• _WHAT IS NEEDED_:
Please show every line from the entries that carries the word "leave".

• _EXCERPTED RECORDS_:
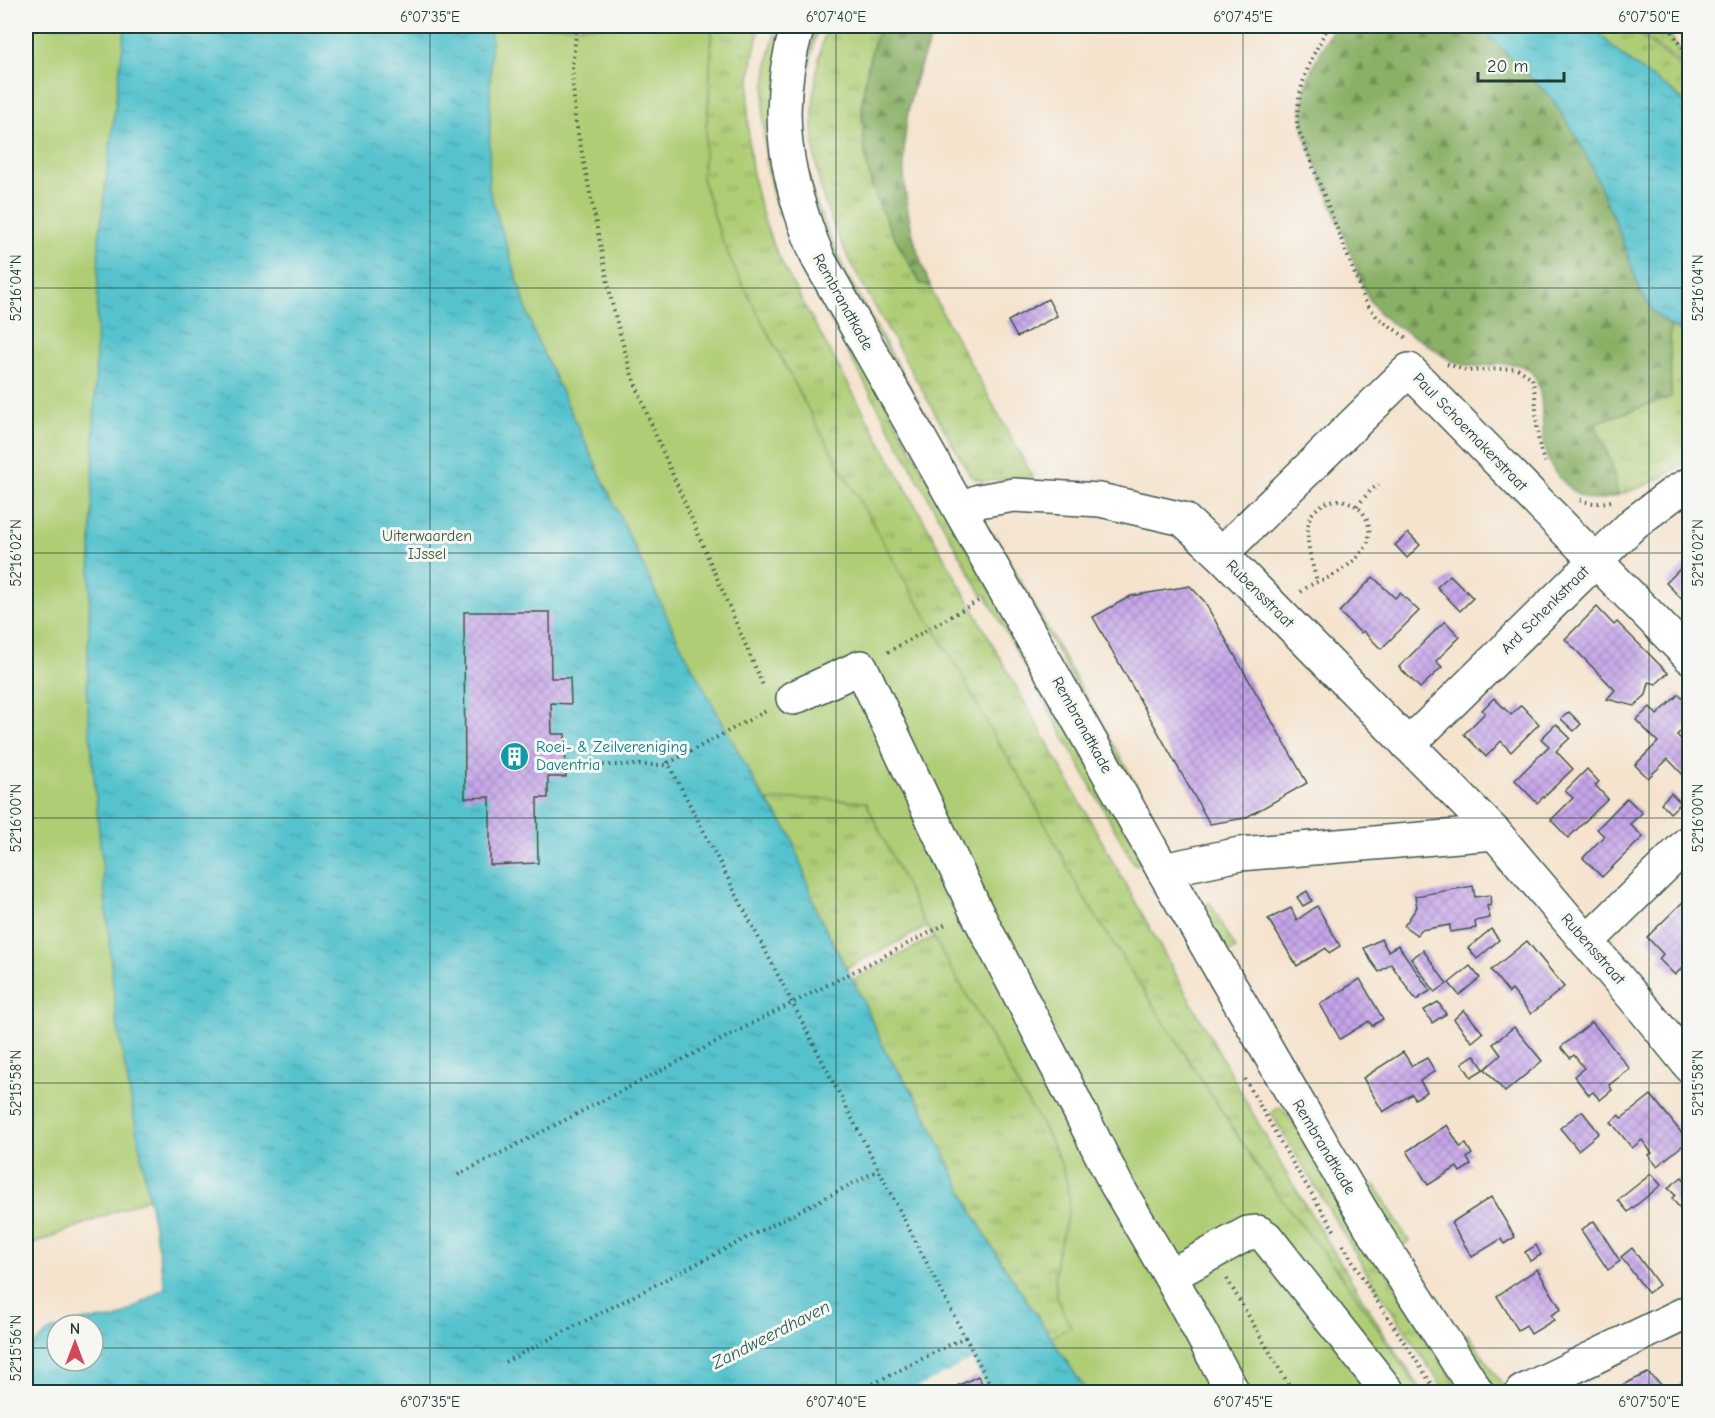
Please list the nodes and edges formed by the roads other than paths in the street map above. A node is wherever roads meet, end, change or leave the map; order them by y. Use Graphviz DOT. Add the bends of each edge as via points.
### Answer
graph roads {
  1 [pos="798,26"];
  2 [pos="1689,484"];
  3 [pos="960,509"];
  4 [pos="1221,555"];
  5 [pos="1596,561"];
  6 [pos="1689,657"];
  7 [pos="777,698"];
  8 [pos="1408,745"];
  9 [pos="1495,834"];
  10 [pos="1689,841"];
  11 [pos="1163,870"];
  12 [pos="1587,942"];
  13 [pos="1689,1066"];
  14 [pos="1170,1276"];
  15 [pos="1684,1317"];
  16 [pos="1233,1392"];
  17 [pos="1388,1392"];
  18 [pos="1477,1392"];
  19 [pos="1522,1392"];
  1 -- 3 [label="street, Rembrandtkade" via="787,78 784,128 789,170 806,228 819,260"];
  2 -- 5 [label="street, Ard Schenkstraat" via="1635,524"];
  3 -- 4 [label="street, Rubensstraat" via="1014,495 1100,500 1183,519"];
  3 -- 11 [label="street, Rembrandtkade"];
  4 -- 5 [label="street, Paul Schoemakerstraat" via="1409,370"];
  4 -- 8 [label="street, Rubensstraat"];
  5 -- 6 [label="street, Paul Schoemakerstraat"];
  5 -- 8 [label="street, Ard Schenkstraat"];
  7 -- 14 [label="street" via="861,667 975,909 1116,1184"];
  8 -- 9 [label="street, Rubensstraat"];
  9 -- 11 [label="street" via="1240,854"];
  9 -- 12 [label="street, Rubensstraat"];
  10 -- 12 [label="street"];
  11 -- 18 [label="street, Rembrandtkade" via="1369,1224"];
  12 -- 13 [label="street, Rubensstraat"];
  14 -- 16 [label="street"];
  14 -- 17 [label="street" via="1248,1233 1258,1232 1266,1237"];
  15 -- 19 [label="street"];
}
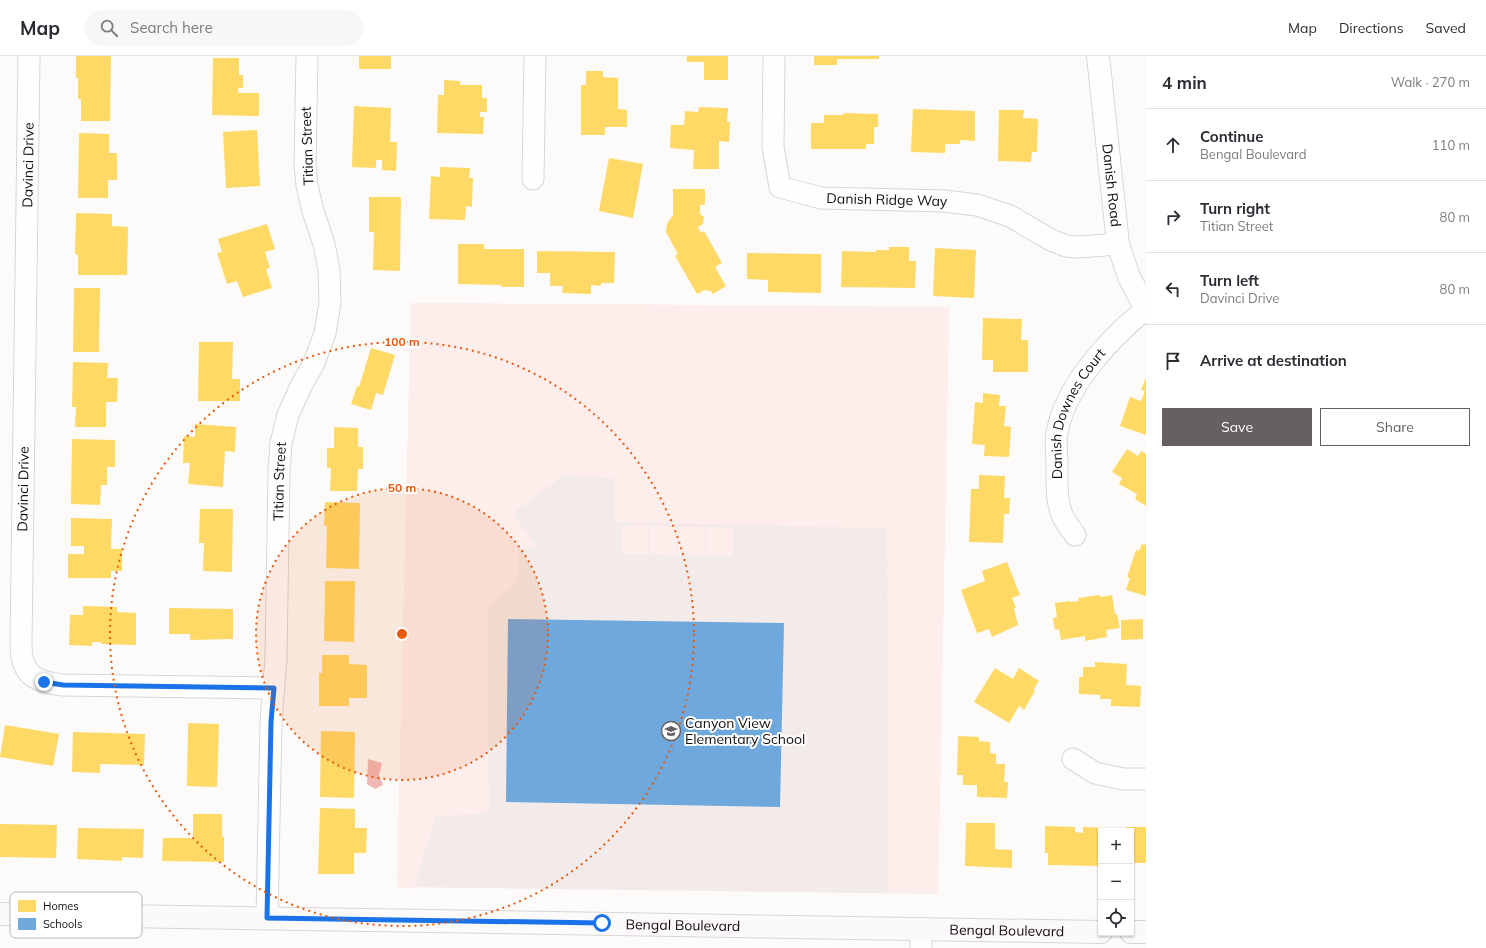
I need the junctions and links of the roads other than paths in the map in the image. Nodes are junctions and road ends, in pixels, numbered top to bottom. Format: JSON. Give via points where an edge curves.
{"nodes":[{"id":1,"x":29,"y":56,"type":"edge"},
{"id":2,"x":307,"y":56,"type":"edge"},
{"id":3,"x":535,"y":56,"type":"edge"},
{"id":4,"x":774,"y":56,"type":"edge"},
{"id":5,"x":1098,"y":56,"type":"edge"},
{"id":6,"x":1102,"y":56,"type":"edge"},
{"id":7,"x":533,"y":179,"type":"dead end"},
{"id":8,"x":1118,"y":244,"type":"junction"},
{"id":9,"x":1146,"y":309,"type":"edge"},
{"id":10,"x":1075,"y":535,"type":"dead end"},
{"id":11,"x":274,"y":688,"type":"junction"},
{"id":12,"x":1073,"y":759,"type":"dead end"},
{"id":13,"x":1146,"y":779,"type":"edge"},
{"id":14,"x":0,"y":914,"type":"edge"},
{"id":15,"x":10,"y":914,"type":"edge"},
{"id":16,"x":142,"y":916,"type":"edge"},
{"id":17,"x":267,"y":918,"type":"junction"},
{"id":18,"x":1098,"y":932,"type":"edge"},
{"id":19,"x":1134,"y":932,"type":"edge"},
{"id":20,"x":1146,"y":932,"type":"edge"},
{"id":21,"x":921,"y":939,"type":"edge"}],
"edges":[{"from":1,"to":11,"type":"street","name":"Davinci Drive","via":[[21,642],[23,661],[34,677],[44,682],[63,685]]},
{"from":2,"to":11,"type":"street","name":"Titian Street","via":[[305,165],[312,208],[328,263],[330,303],[325,333],[314,363],[288,415],[281,443]]},
{"from":3,"to":7,"type":"street"},
{"from":4,"to":8,"type":"street","name":"Danish Ridge Way","via":[[773,148],[780,187],[821,198],[944,201],[977,205],[1010,216],[1066,246]]},
{"from":5,"to":6,"type":"street"},
{"from":5,"to":8,"type":"street","name":"Danish Road"},
{"from":8,"to":9,"type":"street","name":"Danish Road","via":[[1129,277]]},
{"from":9,"to":10,"type":"street","name":"Danish Downes Court","via":[[1125,326],[1085,371],[1063,411],[1057,434],[1057,491],[1063,516]]},
{"from":11,"to":17,"type":"street","name":"Titian Street"},
{"from":12,"to":13,"type":"street","via":[[1095,773],[1123,779]]},
{"from":14,"to":15,"type":"main road","name":"Bengal Boulevard"},
{"from":16,"to":17,"type":"main road","name":"Bengal Boulevard"},
{"from":17,"to":21,"type":"main road","name":"Bengal Boulevard","via":[[866,927]]},
{"from":18,"to":21,"type":"main road","name":"Bengal Boulevard"},
{"from":19,"to":20,"type":"main road"}]}
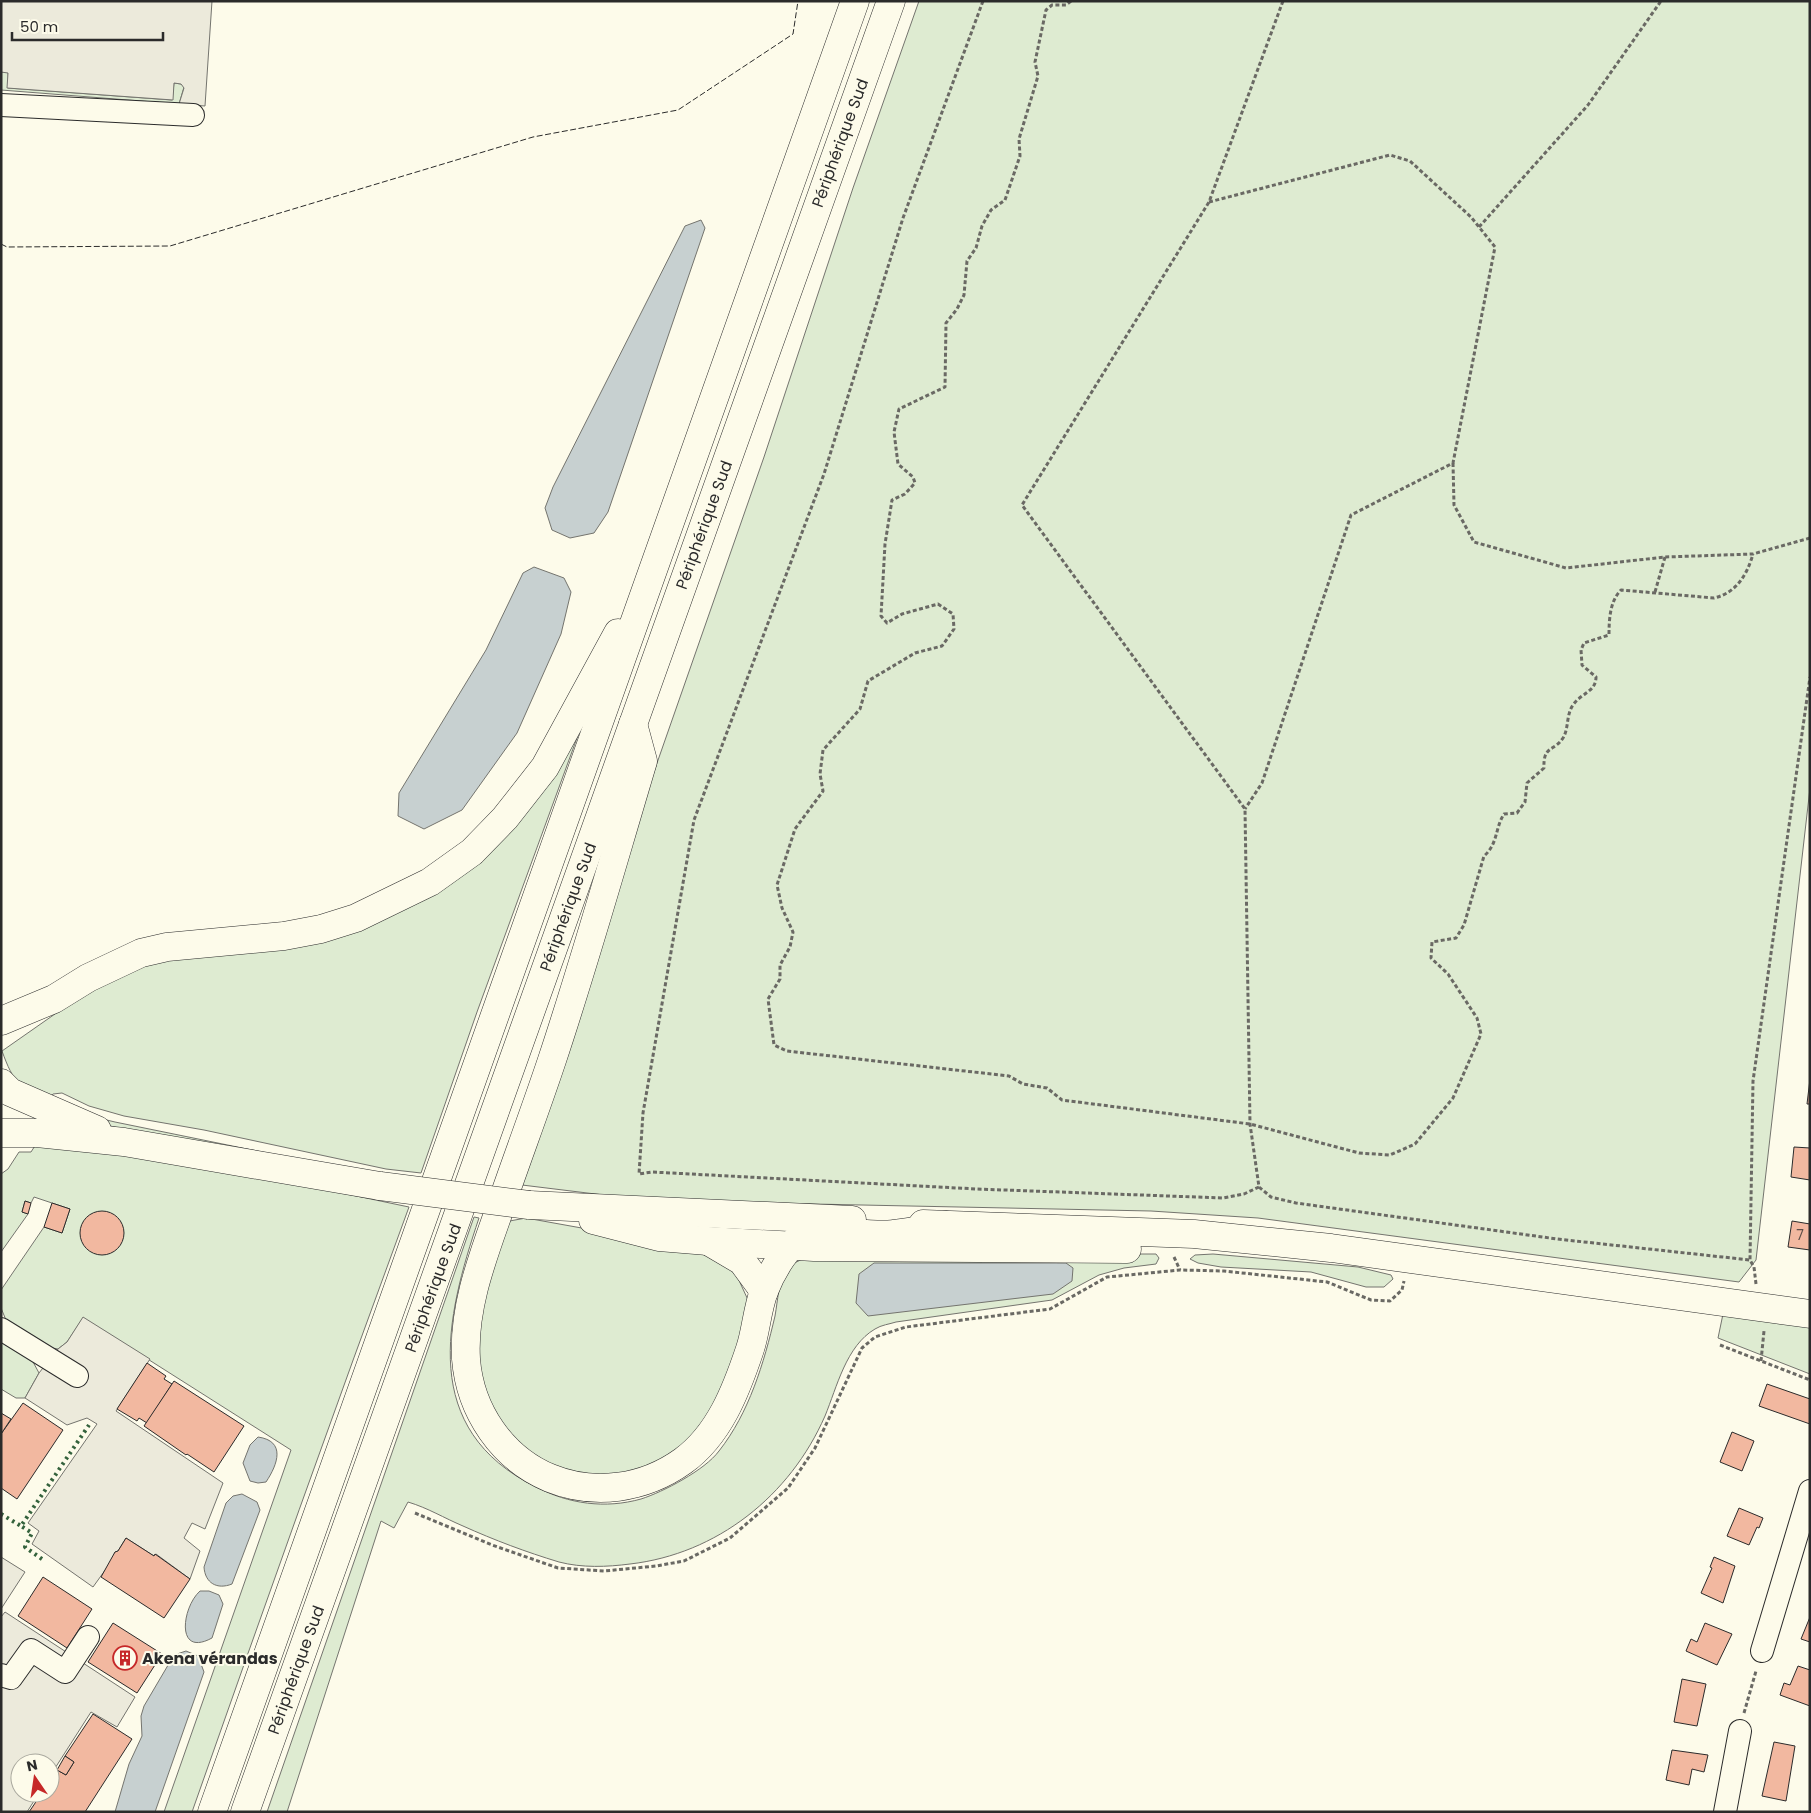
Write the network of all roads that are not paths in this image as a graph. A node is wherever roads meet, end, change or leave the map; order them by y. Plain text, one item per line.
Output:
1 (855, 1) edge
2 (891, 1) edge
3 (1, 105) edge
4 (193, 115) dead end
5 (652, 573) junction
6 (633, 724) junction
7 (1, 1021) edge
8 (1, 1083) edge
9 (1, 1133) edge
10 (124, 1142) junction
11 (529, 1205) junction
12 (946, 1225) junction
13 (708, 1241) junction
14 (790, 1245) junction
15 (1331, 1248) junction
16 (764, 1291) junction
17 (1810, 1314) edge
18 (1, 1329) edge
19 (77, 1376) dead end
20 (1810, 1491) edge
21 (1801, 1557) edge
22 (88, 1637) dead end
23 (1762, 1651) road end
24 (1, 1675) edge
25 (1740, 1731) road end
26 (212, 1812) edge
27 (245, 1812) edge
28 (1724, 1812) edge

1 - 5 main road, Périphérique Sud
2 - 6 main road, Périphérique Sud
3 - 4 street
5 - 7 main road
5 - 26 main road, Périphérique Sud
6 - 16 main road
6 - 27 main road, Périphérique Sud
8 - 10 main road
9 - 10 main road
10 - 11 main road, bridge
11 - 12 main road
11 - 13 main road
12 - 14 main road
12 - 15 main road
13 - 14 main road
13 - 16 main road
14 - 15 main road
14 - 16 main road
15 - 17 main road
18 - 19 street
20 - 21 street
21 - 23 street
22 - 24 street
25 - 28 street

• _ANSWER SECTION_:
Please list the nodes and edges formed by the roads other than paths in the street map above. A node is wherever roads meet, end, change or leave the map; order them by y. Use Graphviz DOT. Add the bends of each edge as via points.
Write the network of all roads that are not paths in this image as a graph. A node is wherever roads meet, end, change or leave the map; order them by y. Plain text, one item per line.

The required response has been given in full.